What if an Employer Doesn't Pay for Jury Duty?

What if an Employer Doesn't Pay for Jury Duty? thumbnail
Jury duty is an important responsiblity with minimal compensation.

Jury duty is a civic responsibility, but many people try to get out of serving on a trial because it can be a financial hardship. The government does provide for jury duty pay, but in most states it's a small stipend. Depending upon the state you live in and on your employer, your employer may pay your salary while you serve. If your employer doesn't pay for jury duty, depending on the situation, there are a variety of options available to you.

  1. Company Policies Vary

    • Most states' laws do not require the employer to pay your normal salary while you are absent serving on a jury. On the federal level, the Fair Labor Standards Act does not require any employer to pay an employee for time not worked, including while serving jury duty. If your employer does make it a policy to pay all or a portion of your regular salary, this is usually considered a benefit to the employee and should be in writing as a part of your employee compensation package. Most government employers, including state and federal agencies, have a policy to pay the employee for jury duty. Employees of the federal government are paid their regular salary while serving.

    State Exceptions

    • Very few states do require an employer to pay for jury duty. As of 2011, if you live in Alabama, Connecticut, Colorado, Massachusetts or New York, the employer is required to compensate employees for some -- if not all -- pay during jury duty service. If the employer fails to do so, the employee may sue the employer for damages, according to LegalMatch.com. Depending on your state, the employee may receive a punitive award for up to triple the amount of damages, plus attorneys' fees. In the state of New York, failure to pay is punishable as criminal contempt.

    In Case of Hardship

    • There are few statutory reasons for being released from jury duty. Some trials take several months to complete, and a judge may excuse an individual during jury selection if the time away from work will impose an extreme financial hardship. Then again, some states are short on eligible jurors for their pool, and this excuse may not be grounds for dismissal. If your employer does not pay for jury duty and you are the primary breadwinner of your family, you should state this during the juror selection process. Your request to be dismissed must typically be approved by the judge. You may also elect to have your jury duty postponed to a later date in most states.

    Jury Duty Pay

    • All states provide jury duty pay for jurors. This can range from $2 per day in South Carolina to $50 per day in Arkansas and South Dakota. Employers who do compensate an employee for serving on a trial typically require the employee to forfeit the jury duty stipend to the company.

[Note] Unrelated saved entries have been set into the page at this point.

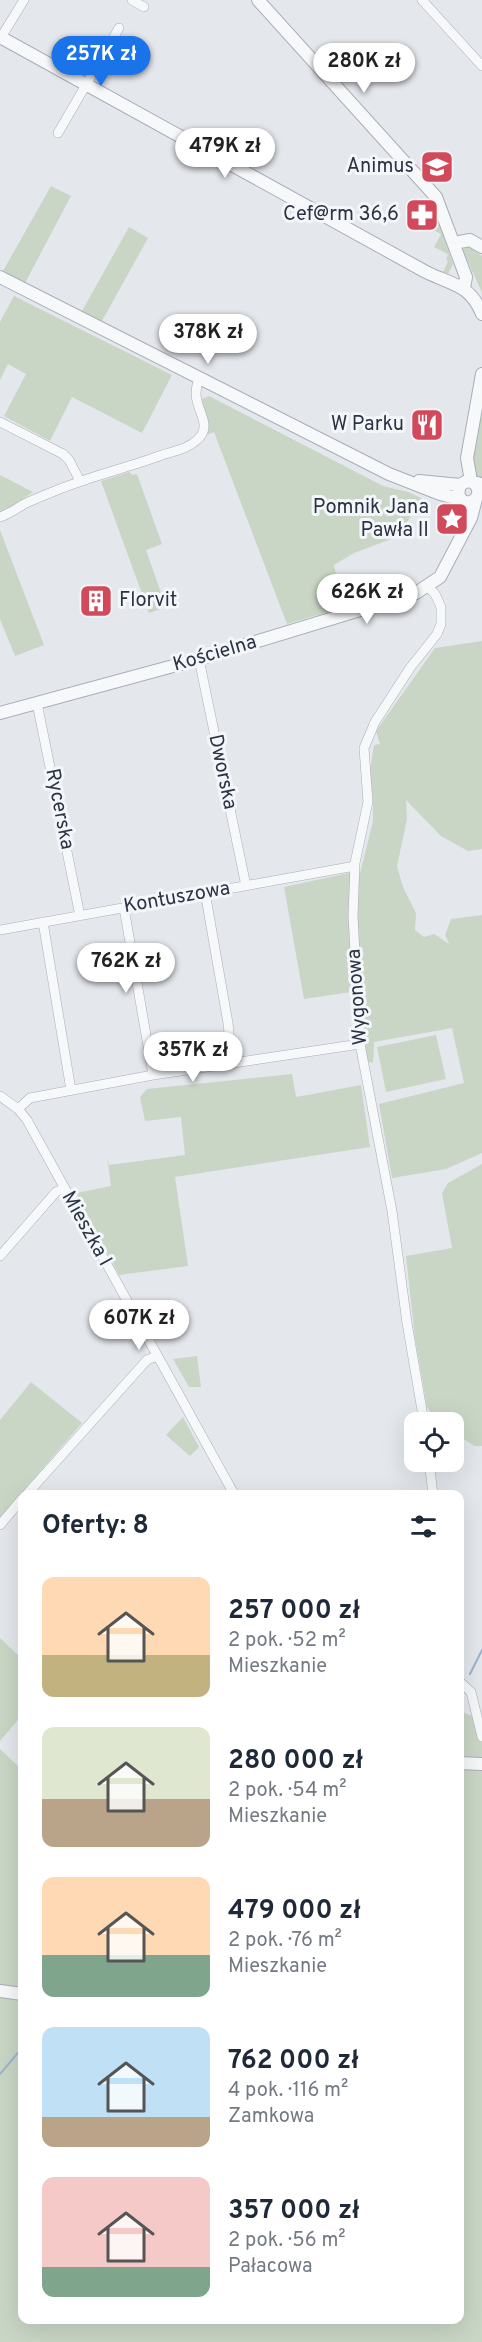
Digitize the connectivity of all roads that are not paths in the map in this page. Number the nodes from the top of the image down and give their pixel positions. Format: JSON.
{"nodes":[{"id":1,"x":24,"y":0,"type":"edge"},
{"id":2,"x":132,"y":0,"type":"edge"},
{"id":3,"x":258,"y":0,"type":"edge"},
{"id":4,"x":422,"y":0,"type":"edge"},
{"id":5,"x":144,"y":7,"type":"dead end"},
{"id":6,"x":119,"y":28,"type":"dead end"},
{"id":7,"x":0,"y":38,"type":"edge"},
{"id":8,"x":482,"y":66,"type":"edge"},
{"id":9,"x":86,"y":83,"type":"junction"},
{"id":10,"x":58,"y":133,"type":"dead end"},
{"id":11,"x":454,"y":243,"type":"junction"},
{"id":12,"x":482,"y":247,"type":"edge"},
{"id":13,"x":0,"y":277,"type":"edge"},
{"id":14,"x":464,"y":288,"type":"junction"},
{"id":15,"x":482,"y":314,"type":"edge"},
{"id":16,"x":482,"y":374,"type":"edge"},
{"id":17,"x":200,"y":378,"type":"junction"},
{"id":18,"x":0,"y":422,"type":"edge"},
{"id":19,"x":403,"y":480,"type":"junction"},
{"id":20,"x":80,"y":481,"type":"junction"},
{"id":21,"x":473,"y":488,"type":"edge"},
{"id":22,"x":461,"y":500,"type":"junction"},
{"id":23,"x":0,"y":517,"type":"edge"},
{"id":24,"x":431,"y":590,"type":"junction"},
{"id":25,"x":199,"y":659,"type":"junction"},
{"id":26,"x":38,"y":703,"type":"junction"},
{"id":27,"x":0,"y":713,"type":"edge"},
{"id":28,"x":355,"y":866,"type":"junction"},
{"id":29,"x":246,"y":886,"type":"junction"},
{"id":30,"x":206,"y":892,"type":"junction"},
{"id":31,"x":124,"y":908,"type":"junction"},
{"id":32,"x":80,"y":916,"type":"junction"},
{"id":33,"x":43,"y":922,"type":"junction"},
{"id":34,"x":0,"y":930,"type":"edge"},
{"id":35,"x":360,"y":1044,"type":"junction"},
{"id":36,"x":232,"y":1064,"type":"junction"},
{"id":37,"x":153,"y":1075,"type":"junction"},
{"id":38,"x":71,"y":1090,"type":"junction"},
{"id":39,"x":0,"y":1096,"type":"edge"},
{"id":40,"x":18,"y":1109,"type":"junction"},
{"id":41,"x":63,"y":1188,"type":"junction"},
{"id":42,"x":0,"y":1256,"type":"edge"},
{"id":43,"x":157,"y":1356,"type":"junction"},
{"id":44,"x":422,"y":1412,"type":"edge"},
{"id":45,"x":430,"y":1472,"type":"edge"},
{"id":46,"x":31,"y":1490,"type":"edge"},
{"id":47,"x":232,"y":1490,"type":"edge"},
{"id":48,"x":433,"y":1490,"type":"edge"},
{"id":49,"x":18,"y":1505,"type":"edge"},
{"id":50,"x":0,"y":1526,"type":"edge"},
{"id":51,"x":464,"y":1686,"type":"edge"},
{"id":52,"x":482,"y":1737,"type":"edge"},
{"id":53,"x":464,"y":1763,"type":"edge"},
{"id":54,"x":482,"y":1764,"type":"edge"},
{"id":55,"x":0,"y":1991,"type":"edge"},
{"id":56,"x":18,"y":1993,"type":"edge"}],
"edges":[{"from":1,"to":7,"type":"street"},
{"from":2,"to":5,"type":"street"},
{"from":3,"to":11,"type":"street"},
{"from":4,"to":8,"type":"street"},
{"from":6,"to":9,"type":"street"},
{"from":7,"to":9,"type":"street"},
{"from":9,"to":10,"type":"street"},
{"from":9,"to":14,"type":"street"},
{"from":11,"to":12,"type":"street"},
{"from":11,"to":14,"type":"street"},
{"from":13,"to":17,"type":"street"},
{"from":14,"to":15,"type":"street"},
{"from":16,"to":21,"type":"street"},
{"from":17,"to":19,"type":"street"},
{"from":17,"to":20,"type":"street"},
{"from":18,"to":20,"type":"street"},
{"from":19,"to":21,"type":"street"},
{"from":19,"to":22,"type":"street"},
{"from":20,"to":23,"type":"street"},
{"from":21,"to":22,"type":"street"},
{"from":21,"to":24,"type":"street","name":"Kościelna"},
{"from":22,"to":24,"type":"street"},
{"from":24,"to":25,"type":"street","name":"Kościelna"},
{"from":24,"to":28,"type":"street","name":"Wygonowa"},
{"from":25,"to":26,"type":"street","name":"Kościelna"},
{"from":25,"to":29,"type":"street","name":"Dworska"},
{"from":26,"to":27,"type":"street","name":"Kościelna"},
{"from":26,"to":32,"type":"street","name":"Rycerska"},
{"from":28,"to":29,"type":"street","name":"Kontuszowa"},
{"from":28,"to":35,"type":"street","name":"Wygonowa"},
{"from":29,"to":30,"type":"street","name":"Kontuszowa"},
{"from":30,"to":31,"type":"street","name":"Kontuszowa"},
{"from":30,"to":36,"type":"street"},
{"from":31,"to":32,"type":"street","name":"Kontuszowa"},
{"from":31,"to":37,"type":"street"},
{"from":32,"to":33,"type":"street","name":"Kontuszowa"},
{"from":33,"to":34,"type":"street","name":"Kontuszowa"},
{"from":33,"to":38,"type":"street"},
{"from":35,"to":36,"type":"street"},
{"from":35,"to":44,"type":"street","name":"Wygonowa"},
{"from":36,"to":37,"type":"street"},
{"from":37,"to":38,"type":"street"},
{"from":38,"to":40,"type":"street"},
{"from":39,"to":40,"type":"street","name":"Mieszka I"},
{"from":40,"to":41,"type":"street","name":"Mieszka I"},
{"from":41,"to":42,"type":"street"},
{"from":41,"to":43,"type":"street","name":"Mieszka I"},
{"from":43,"to":46,"type":"street"},
{"from":43,"to":47,"type":"street","name":"Mieszka I"},
{"from":45,"to":48,"type":"street"},
{"from":49,"to":50,"type":"street"},
{"from":51,"to":52,"type":"street"},
{"from":53,"to":54,"type":"street"},
{"from":55,"to":56,"type":"street"}]}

    • Some states require the employee to provide reasonable notice of jury duty service. In most states, the law protects the juror's job and may prohibit employers from firing or penalizing the employee in any way for serving jury duty. Firing an employee for serving on jury duty may be deemed a form of wrongful termination, and may be subject to legal proceedings. Employees should contact their state labor board to determine their state's laws on jury duty pay.